In other words, he contaminated the finished product with bacteria from the raw meat, which is the number one concern about grilling foods at home, according to food safety experts such as Anna Schmitt Reichert, Director of Communications for NSF International. One recent study found that 88% of all ground beef is contaminated with at least one type of bacteria.
And then Emeril offered it to the host to eat, with the crowd cheering him on.
Piling uncooked sprouts on one burger was yet another mistake.
Finally, in the May issue of Food Network Magazine, Ina Garten gives her “greatest cooking tip of all time”: Let eggs stand out at room temperature overnight before baking. Which will let any bacteria in those eggs grow to massive amounts, since after two hours at room temperature, bacteria numbers double every 15 to 20 minutes in perishable foods. And since some bacteria produce toxins that are not destroyed by heat, even if you cook those eggs thoroughly, you could still get sick.
If you want to use room temperature eggs for baking, put them in a bowl of lukewarm water for 15-20 minutes. They’ll be the perfect temperature, and bacteria counts will be held down.
Any chef, cookbook author, or food expert in the public eye should make sure that food safety rules are followed to the letter every time a recipe is written or demonstrated. More than 48,000,000 Americans suffer food poisoning every year, more than 100,000 are hospitalized, and 3,000 die. And many of those sickened suffer lifelong consequences of those illnesses. Professionals in the public spotlight have a responsibility to make sure their recipes and cooking advice are safe.
Lets face it. people have to be held accountable for their decisions. this is not on the farmer. this is on the consumer.
They are consciously making this decision to use raw eggs. therefore they must deal with the consequences that are inherent to this risky practice.

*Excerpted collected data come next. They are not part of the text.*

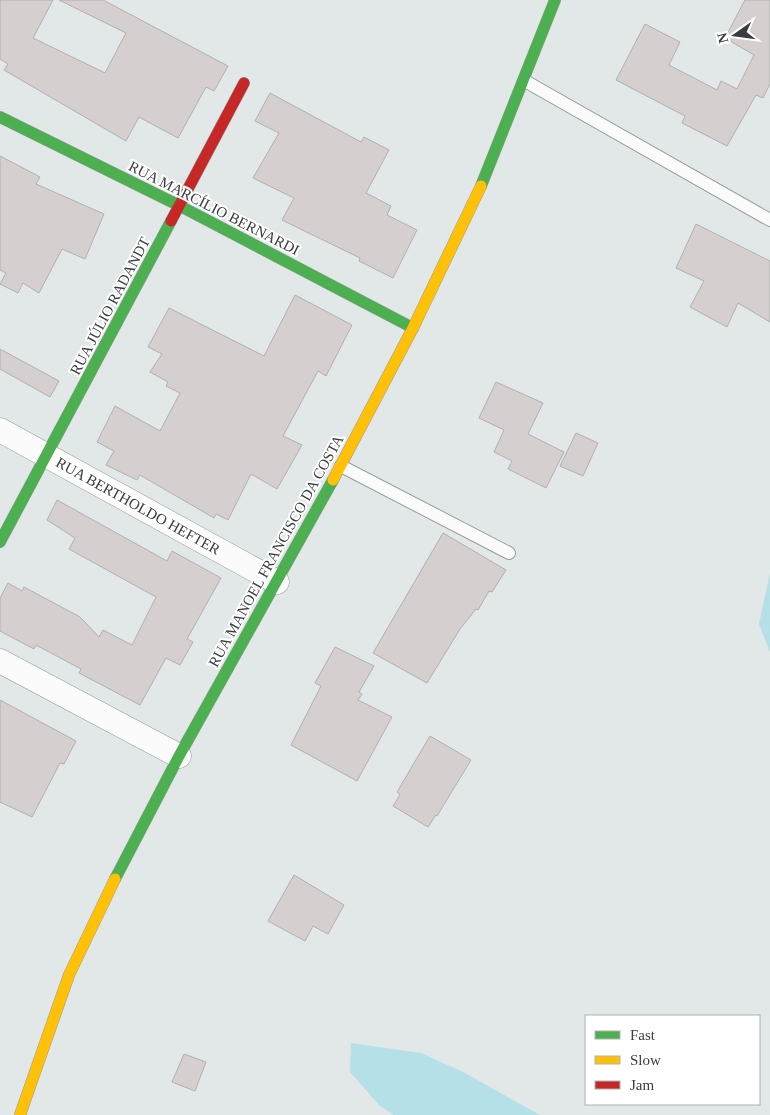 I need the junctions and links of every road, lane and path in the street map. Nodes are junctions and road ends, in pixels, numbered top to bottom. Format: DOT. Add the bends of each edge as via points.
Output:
graph roads {
  1 [pos="555,0"];
  2 [pos="525,82"];
  3 [pos="244,83"];
  4 [pos="0,117"];
  5 [pos="180,206"];
  6 [pos="770,220"];
  7 [pos="413,328"];
  8 [pos="0,430"];
  9 [pos="46,455"];
  10 [pos="341,466"];
  11 [pos="0,542"];
  12 [pos="509,553"];
  13 [pos="277,582"];
  14 [pos="0,661"];
  15 [pos="179,756"];
  16 [pos="20,1115"];
  1 -- 2 [label="main road, RUA MANOEL FRANCISCO DA COSTA"];
  2 -- 6 [label="lane"];
  2 -- 7 [label="main road, RUA MANOEL FRANCISCO DA COSTA" via="463,226"];
  3 -- 5 [label="main road, RUA JÚLIO RADANDT"];
  4 -- 5 [label="main road, RUA MARCÍLIO BERNARDI"];
  5 -- 7 [label="main road, RUA MARCÍLIO BERNARDI"];
  5 -- 9 [label="main road, RUA JÚLIO RADANDT"];
  7 -- 10 [label="main road, RUA MANOEL FRANCISCO DA COSTA"];
  8 -- 9 [label="street, RUA BERTHOLDO HEFTER"];
  9 -- 11 [label="main road, RUA JÚLIO RADANDT"];
  9 -- 13 [label="street, RUA BERTHOLDO HEFTER"];
  10 -- 12 [label="lane"];
  10 -- 13 [label="main road, RUA MANOEL FRANCISCO DA COSTA"];
  13 -- 15 [label="main road, RUA MANOEL FRANCISCO DA COSTA"];
  14 -- 15 [label="street"];
  15 -- 16 [label="main road, RUA MANOEL FRANCISCO DA COSTA" via="69,975"];
}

Well, no. Producers have the responsibility, both legally and ethically, to produce safe food. While the consumer is the last line of defense in producing food that is safe to eat, manufacturers and farmers have a legal duty to sell food that is not contaminated with pathogens. If they don’t, they are guilty of negligence and breach of warranty. When someone sells a product, the purchaser has a reasonable expectation that it is not contaminated with something that may kill them. If chicken farmers cannot produce a safe product, then eggs should be labeled with warnings about how they could kill you if not handled perfectly.